Applicant's summary and conclusion

Interpretation of results:

GHS criteria not met

Conclusions:

The LD50 of the test item Bis(neodecanoyloxy)dioctylstannane is greater than 2000 mg/kg body
weight after single oral administration to Wistar rats.

Executive summary:

The purpose of the study was to evaluate the potential toxic effect of the test item

Bis(neodecanoyloxy)dioctylstannane when administered as a single oral dose to Wistar rats. The

procedure according to OECD Guideline 423 Acute Toxic Class (ATC) method was used.

Available information indicated that the test item is likely to be non-toxic; therefore, a limit dose of

2000 mg/kg body weight was used as a starting dose.

One group of 3 females was dosed. Due to lethargy of all animals, next step proceeded after 7 days.

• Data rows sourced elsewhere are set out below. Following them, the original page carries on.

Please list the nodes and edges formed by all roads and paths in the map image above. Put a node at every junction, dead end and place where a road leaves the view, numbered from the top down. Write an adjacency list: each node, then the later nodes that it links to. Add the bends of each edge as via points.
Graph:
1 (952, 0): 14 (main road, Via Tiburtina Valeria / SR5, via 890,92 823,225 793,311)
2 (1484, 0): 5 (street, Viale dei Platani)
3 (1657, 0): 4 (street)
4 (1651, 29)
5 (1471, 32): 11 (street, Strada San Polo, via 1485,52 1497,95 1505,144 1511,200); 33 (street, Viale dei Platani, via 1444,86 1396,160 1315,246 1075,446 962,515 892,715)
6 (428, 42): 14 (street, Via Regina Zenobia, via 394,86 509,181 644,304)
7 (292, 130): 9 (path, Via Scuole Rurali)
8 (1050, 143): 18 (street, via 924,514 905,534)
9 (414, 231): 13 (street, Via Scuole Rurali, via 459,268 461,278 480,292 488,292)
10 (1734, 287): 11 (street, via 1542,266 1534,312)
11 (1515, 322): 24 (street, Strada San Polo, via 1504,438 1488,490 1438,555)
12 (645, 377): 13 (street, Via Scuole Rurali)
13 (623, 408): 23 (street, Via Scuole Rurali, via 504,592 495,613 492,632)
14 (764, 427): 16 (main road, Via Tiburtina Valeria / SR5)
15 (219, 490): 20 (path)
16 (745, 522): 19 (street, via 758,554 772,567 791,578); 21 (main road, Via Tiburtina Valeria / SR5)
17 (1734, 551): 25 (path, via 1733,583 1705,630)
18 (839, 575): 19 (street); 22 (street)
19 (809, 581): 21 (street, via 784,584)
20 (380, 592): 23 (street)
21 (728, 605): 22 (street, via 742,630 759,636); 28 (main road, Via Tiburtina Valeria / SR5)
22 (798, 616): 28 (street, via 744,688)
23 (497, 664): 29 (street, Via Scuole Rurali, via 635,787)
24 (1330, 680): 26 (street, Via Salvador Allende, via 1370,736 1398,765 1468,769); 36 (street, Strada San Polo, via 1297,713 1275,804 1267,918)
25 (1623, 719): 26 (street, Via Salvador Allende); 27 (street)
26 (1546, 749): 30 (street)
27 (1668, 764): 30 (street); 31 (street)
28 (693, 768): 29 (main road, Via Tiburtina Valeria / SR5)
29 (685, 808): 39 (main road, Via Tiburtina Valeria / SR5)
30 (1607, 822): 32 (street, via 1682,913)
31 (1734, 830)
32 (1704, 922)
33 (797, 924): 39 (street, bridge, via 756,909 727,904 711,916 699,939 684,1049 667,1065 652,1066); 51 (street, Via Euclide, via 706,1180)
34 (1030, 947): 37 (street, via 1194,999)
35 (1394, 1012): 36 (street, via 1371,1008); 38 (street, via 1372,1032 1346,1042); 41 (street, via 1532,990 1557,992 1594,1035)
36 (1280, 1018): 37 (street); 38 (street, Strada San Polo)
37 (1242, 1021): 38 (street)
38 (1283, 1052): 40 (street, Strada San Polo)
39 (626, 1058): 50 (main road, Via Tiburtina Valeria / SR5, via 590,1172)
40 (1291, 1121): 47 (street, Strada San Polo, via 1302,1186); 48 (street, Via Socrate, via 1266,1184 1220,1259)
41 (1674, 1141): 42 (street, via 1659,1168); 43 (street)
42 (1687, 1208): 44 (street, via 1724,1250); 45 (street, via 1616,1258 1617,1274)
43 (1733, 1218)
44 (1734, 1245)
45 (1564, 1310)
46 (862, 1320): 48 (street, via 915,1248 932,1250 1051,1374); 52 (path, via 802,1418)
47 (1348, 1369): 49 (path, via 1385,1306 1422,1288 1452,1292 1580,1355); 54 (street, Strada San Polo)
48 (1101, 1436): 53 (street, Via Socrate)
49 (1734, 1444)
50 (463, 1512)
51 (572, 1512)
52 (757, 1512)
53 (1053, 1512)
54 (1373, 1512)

Test item-related mortality was not observed during 7 days; another 3 females were treated with the

same dose.

Five females survived the limit dose. One female died on Day13 post-treatment. Lethargy and

sleepiness between 0.5 and 4 hours after treatment was observed in all animals. These observations

in animals No 1, 2 and 3 were noticed on Day 1 post-treatment too. From Day 5 to Day 12 female No

6 was lethargic and this animal died on Day 13 post-treatment.

During post-treatment time, the rest animals displayed neither signs of intoxication, change of health,

nor any other adverse reaction. Stagnation of the body weight in 4 animals, slight increase of the body

weight in 1 animal and decrease of the body weight in 1 animal between the first and second week

were observed.

During necropsy, no macroscopic findings were observed in 5 females. In died female adrenomegaly,

petechial haemorrhages on the gastric mucosa were registered.

The LD50 of the test item Bis(neodecanoyloxy)dioctylstannane is greater than 2000 mg/kg body

weight after single oral administration to Wistar rats.

Based on Annex 2d Test Procedure with a Starting Dose of 2000 mg/kg body weight of OECD

Guideline 423 it can be concluded that the test item Bis(neodecanoyloxy)dioctylstannane is classified

in GHS Category 5 (> 2000 – 5000) with a LD50 cut off value equal to 2500 mg/kg body weight, after

single oral administration to Wistar rats.